The Administrative Data Census Project is working to assess whether the government stated ambition that “censuses after 2021 will be conducted using other sources of data” can be met. We’re aiming to produce population estimates, household estimates and population and housing characteristics using a combination of administrative and survey data. This is to meet demands for improved population statistics and as a possible alternative to the census.
This publication contains early research to evaluate the current potential of using anonymised data generated by mobile phones to estimate commuting flows (and the mode of transport used for commuting) within an Administrative Data Census. We’d appreciate your feedback on our methodology and would like to hear any ideas you have for improvements. Please send your feedback to Admin.Data.Census.Project@ons.gov.uk.

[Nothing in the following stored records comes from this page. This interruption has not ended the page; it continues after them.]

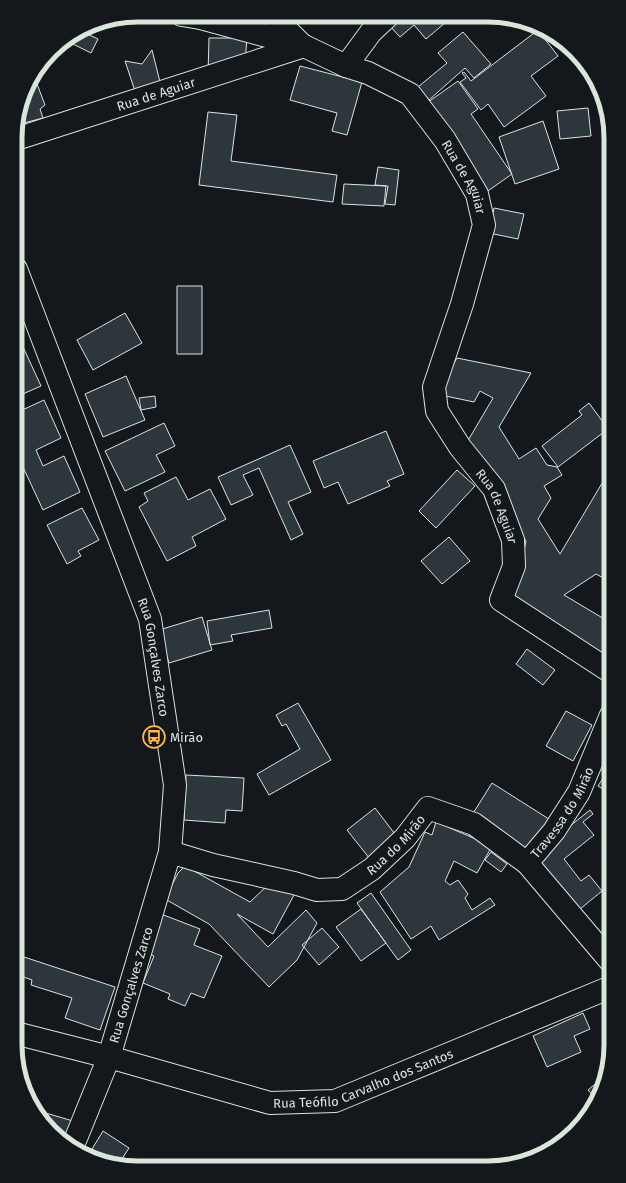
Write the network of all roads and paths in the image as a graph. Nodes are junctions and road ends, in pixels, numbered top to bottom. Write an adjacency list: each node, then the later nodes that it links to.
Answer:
1 (215, 22): 4 (street)
2 (279, 22): 4 (street)
3 (382, 22): 5 (street)
4 (304, 46): 5 (street, Rua de Aguiar); 6 (street, Rua de Aguiar)
5 (346, 66): 8 (street, Rua de Aguiar)
6 (22, 137)
7 (22, 285): 10 (street, Rua Gonçalves Zarco)
8 (604, 667)
9 (604, 732): 11 (street, Travessa do Mirão)
10 (170, 852): 11 (street, Rua do Mirão); 15 (street, Rua Gonçalves Zarco)
11 (527, 863): 12 (street, Rua do Mirão)
12 (604, 954)
13 (604, 991): 15 (street, Rua Teófilo Carvalho dos Santos)
14 (22, 1035): 15 (street, Rua Teófilo Carvalho dos Santos)
15 (109, 1057): 16 (street, Rua Gonçalves Zarco)
16 (75, 1141)

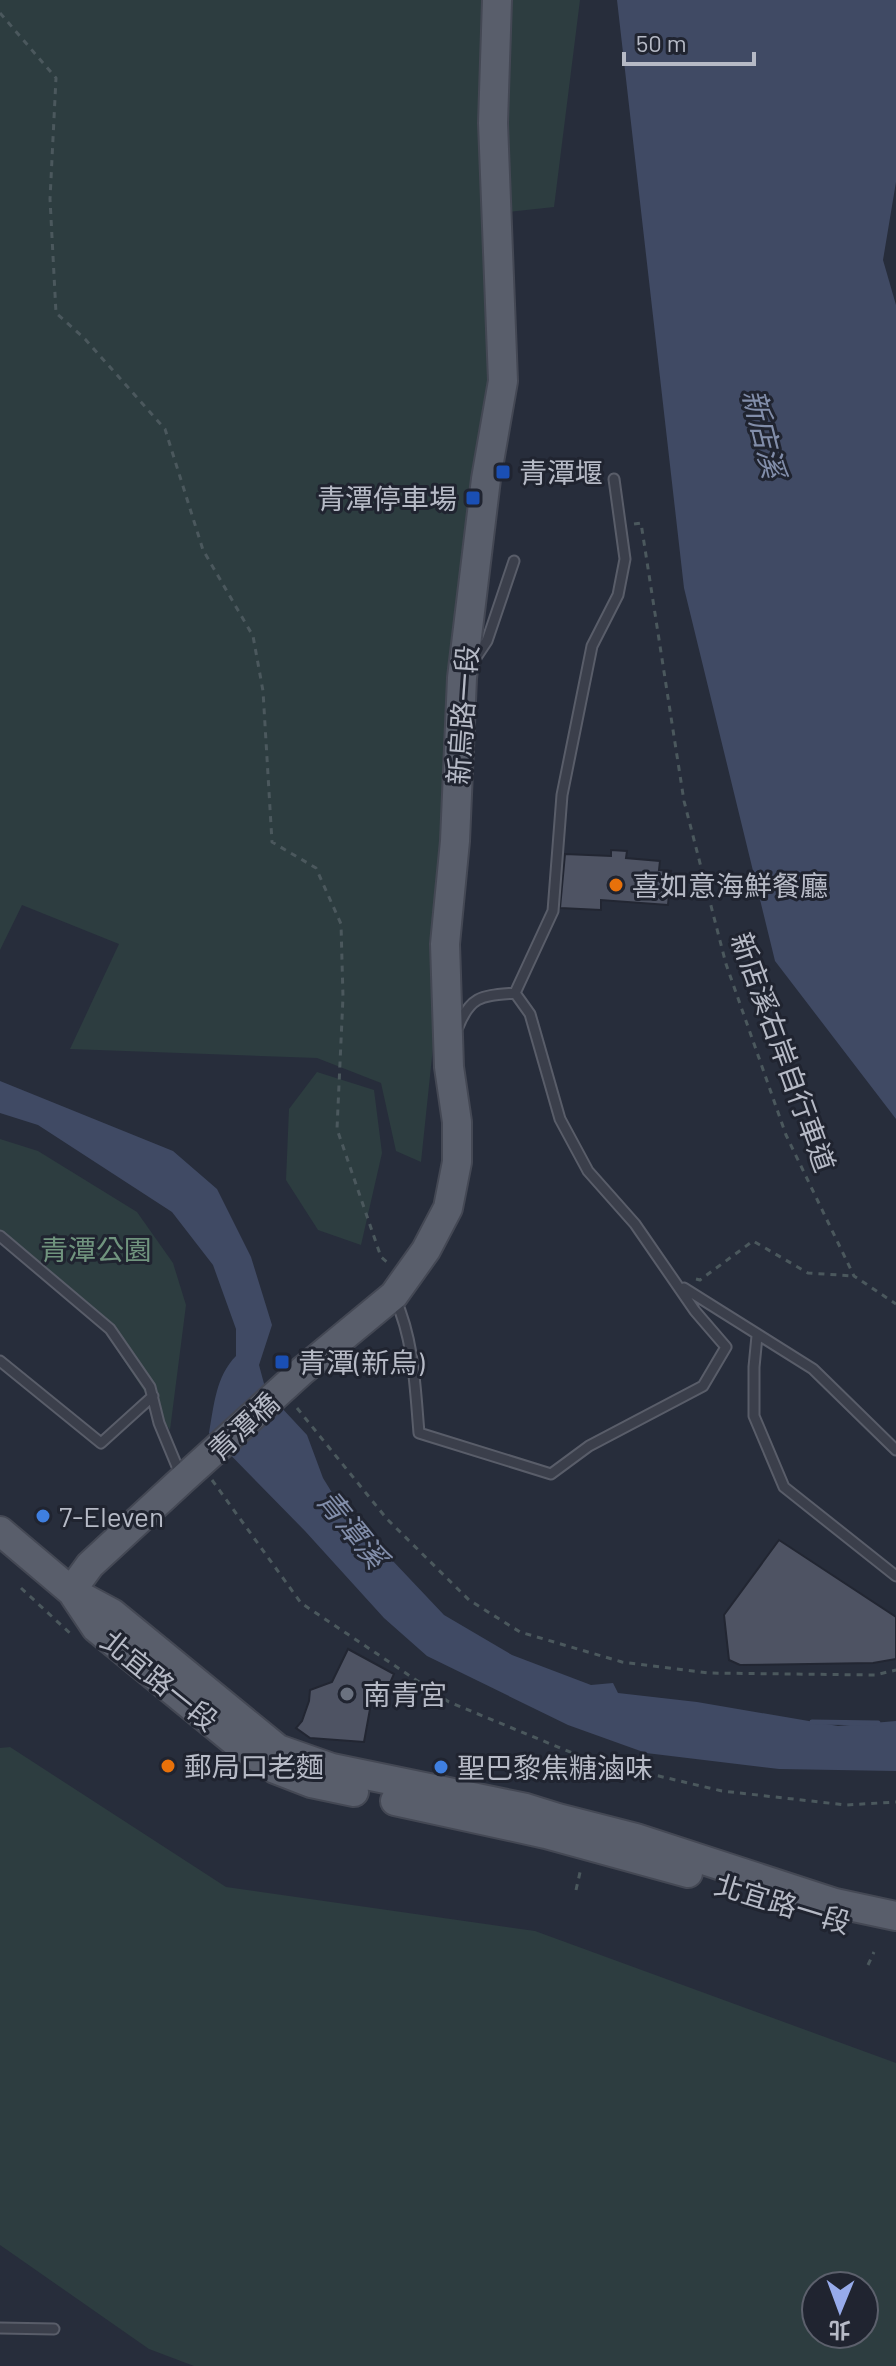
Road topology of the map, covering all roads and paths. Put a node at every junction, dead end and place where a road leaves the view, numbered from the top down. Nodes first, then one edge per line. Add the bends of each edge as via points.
1 (497, 0) edge
2 (0, 13) edge
3 (614, 479) dead end
4 (620, 526) junction
5 (514, 561) dead end
6 (462, 678) junction
7 (515, 993) junction
8 (457, 1122) junction
9 (0, 1236) edge
10 (669, 1273) junction
11 (854, 1276) junction
12 (677, 1284) junction
13 (400, 1286) junction
14 (896, 1304) edge
15 (757, 1336) junction
16 (0, 1361) edge
17 (292, 1380) junction
18 (153, 1396) junction
19 (896, 1450) edge
20 (191, 1472) junction
21 (0, 1531) edge
22 (896, 1576) edge
23 (21, 1588) dead end
24 (71, 1591) junction
25 (82, 1644) dead end
26 (896, 1670) edge
27 (896, 1802) edge
28 (581, 1868) dead end
29 (576, 1890) dead end
30 (896, 1916) edge
31 (885, 1943) edge
32 (868, 1965) dead end
33 (0, 2328) edge
34 (54, 2329) dead end

1 - 6 main road, 新烏路一段 via 493,123 503,381
2 - 13 path via 56,78 50,199 56,313 165,429 203,550 253,636 263,691 272,842 316,868 341,924 337,1129 381,1257
3 - 4 lane
4 - 7 lane via 625,559 618,595 592,646 562,795 553,911
4 - 11 path, 新店溪右岸自行車道 via 641,523 684,801 726,964 786,1135
5 - 6 lane via 487,641
6 - 8 main road, 新烏路一段 via 445,944 449,1067
7 - 8 lane via 484,996 466,1007 457,1030
7 - 10 lane via 530,1014 547,1081 575,1149
8 - 13 main road, 新烏路一段 via 457,1162 448,1208
9 - 18 lane via 110,1329
10 - 11 path via 700,1280 753,1241 808,1273
10 - 12 lane
11 - 14 path
12 - 13 lane via 726,1347 703,1386 589,1446 551,1474 419,1433
12 - 15 lane
13 - 17 main road, 新烏路一段
15 - 19 lane via 813,1369
15 - 22 lane via 754,1416 784,1487
16 - 18 lane via 101,1443
17 - 20 main road, 青潭橋
17 - 26 path via 387,1519 469,1600 520,1632 622,1662 708,1673 875,1675
18 - 20 lane via 159,1423
20 - 24 main road via 90,1565
20 - 27 path via 301,1603 449,1702 587,1759 722,1791 846,1805
21 - 24 main road
23 - 25 path
24 - 30 main road, 北宜路一段 via 112,1613 278,1749 332,1768 526,1808 835,1903
24 - 31 main road, 北宜路一段 via 96,1628 275,1769 311,1783 546,1834 688,1873
28 - 29 path
31 - 32 path
33 - 34 lane

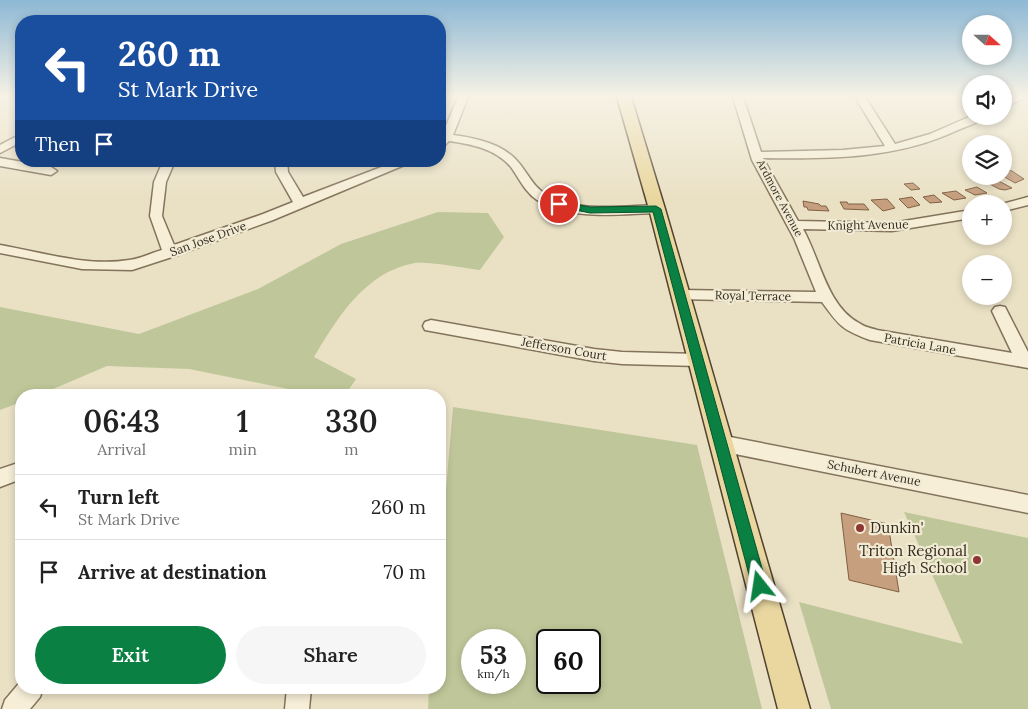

This publication focuses specifically on a set of standard census outputs: the origin-destination (O-D) flows of people in employment from their usual residence (origin) to their main workplace (destination). These outputs are commonly referred to as census travel to work (TTW) data. The 2011 Census produced a number of travel to work outputs such as commuting by age, by sex and by main mode of transport. These outputs are available for different spatial scales ranging from Middle Layer Super Output Area (MSOA) up to country level. The 2011 Census TTW data are used for transport planning and policy areas such as economic activity and the labour market.
The government holds information, or “administrative data”, about individuals’ home and work locations; however, this is captured inconsistently. For example, data in HM Revenue and Customs may use a company’s head office for individuals employed by that company. This means it doesn’t meet the specific census definition of main workplace and cannot be used to generate the statistics that users need.
Our nationwide Annual Population Survey provides some information on employment patterns. However, estimates of employment are based on a complete year of survey responses and are only produced for larger geographies such as local authority (LA) level due to the sample size.
In the private sector, one of the more promising administrative data sources for informing on commuting flows (as documented together with advantages and disadvantages in an ONS literature review) is mobile phone data (MPD). Using the location of masts or cell-towers that mobile users frequently connect to, mobile network operators (MNOs) are able to estimate the geographical areas containing the usual residence and place of work for their subscribers. With appropriate weighting, the MNOs are then able to produce transport-related estimates including commuter flows, denoting commuters who are resident in each LA and their movement to their main workplace LA. The advantages of using MPD include the ability to model estimates for smaller areas than LA level as well as more frequent and timely outputs.
This analysis compares commuter flow estimates modelled from a sample of one MNO’s subscribers with equivalent 2011 Census TTW data. It describes how the MPD estimates may be used to either replace or add to the census questions. The MPD data that were provided to us are anonymised (that is, no personal identifiable data were provided). Further information on how the commuter flows have been derived from MPD is given in Annex A.Back to table of contents
These Research Outputs are not official statistics.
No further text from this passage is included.